**TASK REQUIREMENTS:**
Search the entries below for the word "paths", then copy each line in which it is found.

--- LISTED RECORDS ---

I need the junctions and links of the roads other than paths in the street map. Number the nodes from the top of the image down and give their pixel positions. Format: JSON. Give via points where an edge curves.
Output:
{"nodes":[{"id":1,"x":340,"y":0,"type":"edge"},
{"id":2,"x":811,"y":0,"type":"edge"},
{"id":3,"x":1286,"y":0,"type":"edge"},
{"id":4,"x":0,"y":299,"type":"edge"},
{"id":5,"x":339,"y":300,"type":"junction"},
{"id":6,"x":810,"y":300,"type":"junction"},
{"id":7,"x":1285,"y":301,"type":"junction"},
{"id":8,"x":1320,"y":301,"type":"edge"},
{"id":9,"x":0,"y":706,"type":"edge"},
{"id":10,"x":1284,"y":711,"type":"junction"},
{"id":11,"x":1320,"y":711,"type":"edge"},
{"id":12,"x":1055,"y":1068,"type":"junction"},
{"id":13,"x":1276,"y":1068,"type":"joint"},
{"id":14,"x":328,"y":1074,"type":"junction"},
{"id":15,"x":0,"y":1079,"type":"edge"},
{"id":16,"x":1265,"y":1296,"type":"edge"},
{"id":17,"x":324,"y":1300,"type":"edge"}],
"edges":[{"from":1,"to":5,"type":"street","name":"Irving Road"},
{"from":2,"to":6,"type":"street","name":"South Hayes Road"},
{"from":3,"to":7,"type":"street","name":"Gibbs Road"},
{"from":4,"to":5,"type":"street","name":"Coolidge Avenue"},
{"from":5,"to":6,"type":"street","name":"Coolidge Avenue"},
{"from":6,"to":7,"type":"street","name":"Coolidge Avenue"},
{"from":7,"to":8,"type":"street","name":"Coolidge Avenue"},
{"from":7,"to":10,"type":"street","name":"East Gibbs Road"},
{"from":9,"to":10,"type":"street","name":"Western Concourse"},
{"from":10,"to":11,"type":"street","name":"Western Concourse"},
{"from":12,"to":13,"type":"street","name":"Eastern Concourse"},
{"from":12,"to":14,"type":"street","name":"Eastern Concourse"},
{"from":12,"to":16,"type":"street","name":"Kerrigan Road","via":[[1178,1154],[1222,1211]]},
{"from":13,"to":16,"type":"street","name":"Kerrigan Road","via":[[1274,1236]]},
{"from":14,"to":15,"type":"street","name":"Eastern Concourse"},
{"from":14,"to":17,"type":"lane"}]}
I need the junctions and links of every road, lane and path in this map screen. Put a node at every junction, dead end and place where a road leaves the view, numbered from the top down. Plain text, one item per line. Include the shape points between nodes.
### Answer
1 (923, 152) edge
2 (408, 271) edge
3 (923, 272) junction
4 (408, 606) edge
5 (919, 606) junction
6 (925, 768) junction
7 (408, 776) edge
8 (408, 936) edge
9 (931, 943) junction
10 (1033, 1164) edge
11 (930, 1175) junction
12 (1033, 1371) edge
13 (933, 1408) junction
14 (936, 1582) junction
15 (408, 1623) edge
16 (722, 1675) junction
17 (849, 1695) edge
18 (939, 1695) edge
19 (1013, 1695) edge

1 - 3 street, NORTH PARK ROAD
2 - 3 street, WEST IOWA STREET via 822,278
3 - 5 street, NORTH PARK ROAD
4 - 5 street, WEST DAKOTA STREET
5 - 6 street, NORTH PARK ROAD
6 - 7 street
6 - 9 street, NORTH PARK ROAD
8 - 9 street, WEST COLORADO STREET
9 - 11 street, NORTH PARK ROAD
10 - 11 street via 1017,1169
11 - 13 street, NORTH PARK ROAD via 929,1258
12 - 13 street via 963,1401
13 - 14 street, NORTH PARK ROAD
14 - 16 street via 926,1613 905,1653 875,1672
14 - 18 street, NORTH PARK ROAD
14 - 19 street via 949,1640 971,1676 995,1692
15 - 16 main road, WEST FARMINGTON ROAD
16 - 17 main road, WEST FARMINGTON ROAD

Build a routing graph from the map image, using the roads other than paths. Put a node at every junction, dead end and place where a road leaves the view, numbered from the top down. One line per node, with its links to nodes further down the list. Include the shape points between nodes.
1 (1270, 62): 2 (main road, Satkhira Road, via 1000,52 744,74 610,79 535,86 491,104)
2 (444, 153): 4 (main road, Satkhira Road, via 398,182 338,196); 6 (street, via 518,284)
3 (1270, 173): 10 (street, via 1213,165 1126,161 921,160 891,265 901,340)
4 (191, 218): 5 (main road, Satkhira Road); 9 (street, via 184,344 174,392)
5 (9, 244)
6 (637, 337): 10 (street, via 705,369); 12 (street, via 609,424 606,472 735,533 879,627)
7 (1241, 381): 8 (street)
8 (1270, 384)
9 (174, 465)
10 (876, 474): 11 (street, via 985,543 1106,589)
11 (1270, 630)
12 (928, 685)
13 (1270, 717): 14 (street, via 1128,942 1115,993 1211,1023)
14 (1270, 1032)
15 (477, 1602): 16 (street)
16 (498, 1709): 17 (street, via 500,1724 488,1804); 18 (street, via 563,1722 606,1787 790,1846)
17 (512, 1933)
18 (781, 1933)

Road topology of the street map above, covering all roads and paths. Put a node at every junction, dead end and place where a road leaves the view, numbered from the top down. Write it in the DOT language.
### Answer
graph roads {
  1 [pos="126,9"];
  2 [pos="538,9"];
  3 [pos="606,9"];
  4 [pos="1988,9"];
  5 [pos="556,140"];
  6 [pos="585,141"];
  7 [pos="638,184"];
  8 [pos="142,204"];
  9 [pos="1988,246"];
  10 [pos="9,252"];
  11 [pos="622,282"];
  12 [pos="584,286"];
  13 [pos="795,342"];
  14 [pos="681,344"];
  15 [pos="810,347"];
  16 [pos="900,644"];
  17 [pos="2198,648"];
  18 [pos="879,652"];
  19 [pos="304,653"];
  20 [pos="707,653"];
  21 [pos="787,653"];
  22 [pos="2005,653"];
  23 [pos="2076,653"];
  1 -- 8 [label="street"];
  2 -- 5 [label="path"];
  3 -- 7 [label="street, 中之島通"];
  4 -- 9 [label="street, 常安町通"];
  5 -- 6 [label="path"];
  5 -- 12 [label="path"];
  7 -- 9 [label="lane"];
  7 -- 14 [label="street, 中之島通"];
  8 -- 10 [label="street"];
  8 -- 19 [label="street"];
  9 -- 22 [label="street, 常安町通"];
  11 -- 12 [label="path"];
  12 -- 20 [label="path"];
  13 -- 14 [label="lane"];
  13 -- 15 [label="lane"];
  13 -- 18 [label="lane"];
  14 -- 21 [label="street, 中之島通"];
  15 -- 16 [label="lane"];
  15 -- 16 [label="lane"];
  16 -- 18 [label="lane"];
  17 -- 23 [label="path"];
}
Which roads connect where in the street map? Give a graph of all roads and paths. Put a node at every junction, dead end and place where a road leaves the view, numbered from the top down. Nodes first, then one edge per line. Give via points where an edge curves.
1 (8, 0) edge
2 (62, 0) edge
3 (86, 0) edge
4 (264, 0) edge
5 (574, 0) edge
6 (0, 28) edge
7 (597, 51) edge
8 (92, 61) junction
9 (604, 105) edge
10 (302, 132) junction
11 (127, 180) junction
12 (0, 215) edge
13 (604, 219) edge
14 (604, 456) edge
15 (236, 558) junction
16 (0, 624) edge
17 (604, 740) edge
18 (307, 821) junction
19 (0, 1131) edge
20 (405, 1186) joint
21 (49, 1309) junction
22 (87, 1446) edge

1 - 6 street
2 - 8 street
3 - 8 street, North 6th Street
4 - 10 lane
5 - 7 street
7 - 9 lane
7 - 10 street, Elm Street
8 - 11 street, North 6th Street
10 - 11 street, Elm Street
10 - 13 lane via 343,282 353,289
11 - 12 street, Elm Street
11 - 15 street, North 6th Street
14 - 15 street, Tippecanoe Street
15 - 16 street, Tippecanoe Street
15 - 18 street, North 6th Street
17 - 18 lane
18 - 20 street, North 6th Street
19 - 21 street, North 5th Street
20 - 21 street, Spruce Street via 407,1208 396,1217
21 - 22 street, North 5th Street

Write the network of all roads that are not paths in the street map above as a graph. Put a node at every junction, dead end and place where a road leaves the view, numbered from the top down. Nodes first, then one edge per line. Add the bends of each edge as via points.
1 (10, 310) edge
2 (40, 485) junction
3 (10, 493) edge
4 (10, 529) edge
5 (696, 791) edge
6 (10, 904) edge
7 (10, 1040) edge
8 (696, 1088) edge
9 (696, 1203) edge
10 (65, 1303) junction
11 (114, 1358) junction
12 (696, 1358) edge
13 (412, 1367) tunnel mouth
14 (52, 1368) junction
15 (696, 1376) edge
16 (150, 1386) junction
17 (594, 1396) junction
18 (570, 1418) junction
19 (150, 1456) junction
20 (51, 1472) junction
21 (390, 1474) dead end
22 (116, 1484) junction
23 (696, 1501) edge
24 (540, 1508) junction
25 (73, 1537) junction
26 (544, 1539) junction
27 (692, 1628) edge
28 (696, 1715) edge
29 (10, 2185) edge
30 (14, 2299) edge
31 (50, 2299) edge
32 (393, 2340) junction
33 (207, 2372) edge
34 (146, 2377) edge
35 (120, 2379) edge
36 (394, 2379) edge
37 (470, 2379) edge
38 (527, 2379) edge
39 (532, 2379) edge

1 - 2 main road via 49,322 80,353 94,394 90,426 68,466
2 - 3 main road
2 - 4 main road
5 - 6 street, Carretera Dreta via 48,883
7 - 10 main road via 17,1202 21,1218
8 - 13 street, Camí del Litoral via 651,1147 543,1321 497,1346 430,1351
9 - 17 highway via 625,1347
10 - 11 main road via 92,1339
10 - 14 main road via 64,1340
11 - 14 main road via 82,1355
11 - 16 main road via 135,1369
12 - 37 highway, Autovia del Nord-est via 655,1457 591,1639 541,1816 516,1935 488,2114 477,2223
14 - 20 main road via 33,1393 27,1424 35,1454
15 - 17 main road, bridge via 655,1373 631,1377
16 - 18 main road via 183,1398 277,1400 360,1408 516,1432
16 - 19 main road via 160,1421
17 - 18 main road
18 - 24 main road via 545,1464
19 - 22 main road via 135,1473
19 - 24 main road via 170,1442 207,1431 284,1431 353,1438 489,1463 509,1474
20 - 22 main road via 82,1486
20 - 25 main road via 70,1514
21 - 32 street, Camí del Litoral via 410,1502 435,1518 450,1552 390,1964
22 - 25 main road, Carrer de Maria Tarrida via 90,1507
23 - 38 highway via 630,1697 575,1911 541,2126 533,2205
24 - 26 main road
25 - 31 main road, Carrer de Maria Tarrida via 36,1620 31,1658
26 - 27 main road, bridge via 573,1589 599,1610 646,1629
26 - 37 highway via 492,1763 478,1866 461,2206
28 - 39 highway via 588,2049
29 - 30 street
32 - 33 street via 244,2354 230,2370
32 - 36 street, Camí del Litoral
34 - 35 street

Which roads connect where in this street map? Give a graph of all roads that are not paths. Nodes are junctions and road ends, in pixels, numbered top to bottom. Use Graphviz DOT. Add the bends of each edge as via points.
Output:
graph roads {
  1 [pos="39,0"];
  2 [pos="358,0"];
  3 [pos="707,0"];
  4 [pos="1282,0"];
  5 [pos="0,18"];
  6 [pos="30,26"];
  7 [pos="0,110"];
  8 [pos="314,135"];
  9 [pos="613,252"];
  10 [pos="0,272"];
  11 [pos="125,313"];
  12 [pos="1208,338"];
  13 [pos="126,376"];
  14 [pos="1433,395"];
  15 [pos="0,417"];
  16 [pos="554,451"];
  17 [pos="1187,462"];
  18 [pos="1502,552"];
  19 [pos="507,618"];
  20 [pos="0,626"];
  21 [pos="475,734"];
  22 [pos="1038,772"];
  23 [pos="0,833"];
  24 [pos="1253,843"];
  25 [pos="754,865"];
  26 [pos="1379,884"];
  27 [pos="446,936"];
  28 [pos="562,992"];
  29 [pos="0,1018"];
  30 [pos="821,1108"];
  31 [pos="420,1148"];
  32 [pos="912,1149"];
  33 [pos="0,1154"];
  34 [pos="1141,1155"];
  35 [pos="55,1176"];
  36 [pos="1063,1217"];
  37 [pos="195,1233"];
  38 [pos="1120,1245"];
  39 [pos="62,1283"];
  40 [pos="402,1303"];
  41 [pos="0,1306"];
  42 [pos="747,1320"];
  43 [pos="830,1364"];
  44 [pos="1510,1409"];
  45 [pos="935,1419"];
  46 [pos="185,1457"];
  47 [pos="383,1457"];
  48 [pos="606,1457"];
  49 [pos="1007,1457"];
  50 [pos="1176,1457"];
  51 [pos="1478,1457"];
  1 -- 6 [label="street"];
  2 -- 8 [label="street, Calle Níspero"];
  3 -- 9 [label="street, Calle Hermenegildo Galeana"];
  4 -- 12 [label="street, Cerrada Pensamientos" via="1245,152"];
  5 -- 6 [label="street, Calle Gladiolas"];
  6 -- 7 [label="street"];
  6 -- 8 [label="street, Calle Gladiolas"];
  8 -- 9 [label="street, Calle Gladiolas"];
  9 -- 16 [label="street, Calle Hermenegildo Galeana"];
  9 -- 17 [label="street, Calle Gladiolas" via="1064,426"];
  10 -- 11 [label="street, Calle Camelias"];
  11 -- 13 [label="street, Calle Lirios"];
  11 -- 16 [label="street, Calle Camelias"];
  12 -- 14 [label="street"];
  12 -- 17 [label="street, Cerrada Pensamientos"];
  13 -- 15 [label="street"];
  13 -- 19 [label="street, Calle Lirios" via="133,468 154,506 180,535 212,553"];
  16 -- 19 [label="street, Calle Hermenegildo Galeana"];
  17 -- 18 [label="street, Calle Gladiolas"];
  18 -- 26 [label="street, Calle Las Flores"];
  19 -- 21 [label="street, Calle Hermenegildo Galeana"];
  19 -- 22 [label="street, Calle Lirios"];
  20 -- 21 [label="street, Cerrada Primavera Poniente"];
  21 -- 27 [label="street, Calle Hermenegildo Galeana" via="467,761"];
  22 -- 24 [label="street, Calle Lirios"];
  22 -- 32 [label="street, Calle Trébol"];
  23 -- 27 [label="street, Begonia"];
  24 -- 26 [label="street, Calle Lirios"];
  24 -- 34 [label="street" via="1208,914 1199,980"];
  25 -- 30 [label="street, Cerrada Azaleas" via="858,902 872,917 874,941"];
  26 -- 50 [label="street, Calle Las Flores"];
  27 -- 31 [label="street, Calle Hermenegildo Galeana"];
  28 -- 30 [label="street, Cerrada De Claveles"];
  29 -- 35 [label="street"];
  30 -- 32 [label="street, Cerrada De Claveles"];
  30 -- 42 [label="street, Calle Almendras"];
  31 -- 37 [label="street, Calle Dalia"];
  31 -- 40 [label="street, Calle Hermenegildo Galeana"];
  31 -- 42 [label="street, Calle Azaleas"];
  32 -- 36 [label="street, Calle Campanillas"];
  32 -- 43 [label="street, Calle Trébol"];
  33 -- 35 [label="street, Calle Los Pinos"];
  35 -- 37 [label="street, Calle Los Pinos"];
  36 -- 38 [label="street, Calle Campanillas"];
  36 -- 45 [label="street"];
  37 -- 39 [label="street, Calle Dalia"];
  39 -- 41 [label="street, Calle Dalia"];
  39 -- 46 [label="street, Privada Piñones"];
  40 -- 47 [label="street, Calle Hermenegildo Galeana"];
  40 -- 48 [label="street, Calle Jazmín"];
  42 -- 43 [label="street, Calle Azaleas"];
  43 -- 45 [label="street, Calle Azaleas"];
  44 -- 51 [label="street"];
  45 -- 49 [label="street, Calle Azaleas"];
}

---

**RESULT OF THIS TASK:**
I need the junctions and links of the roads other than paths in the street map. Number the nodes from the top of the image down and give their pixel positions. Format: JSON. Give via points where an edge curves.
Build a routing graph from the map image, using the roads other than paths. Put a node at every junction, dead end and place where a road leaves the view, numbered from the top down. One line per node, with its links to nodes further down the list. Include the shape points between nodes.
Road topology of the street map above, covering all roads and paths. Put a node at every junction, dead end and place where a road leaves the view, numbered from the top down. Write it in the DOT language.
Which roads connect where in the street map? Give a graph of all roads and paths. Put a node at every junction, dead end and place where a road leaves the view, numbered from the top down. Nodes first, then one edge per line. Give via points where an edge curves.
Write the network of all roads that are not paths in the street map above as a graph. Put a node at every junction, dead end and place where a road leaves the view, numbered from the top down. Nodes first, then one edge per line. Add the bends of each edge as via points.
Which roads connect where in this street map? Give a graph of all roads that are not paths. Nodes are junctions and road ends, in pixels, numbered top to bottom. Use Graphviz DOT. Add the bends of each edge as via points.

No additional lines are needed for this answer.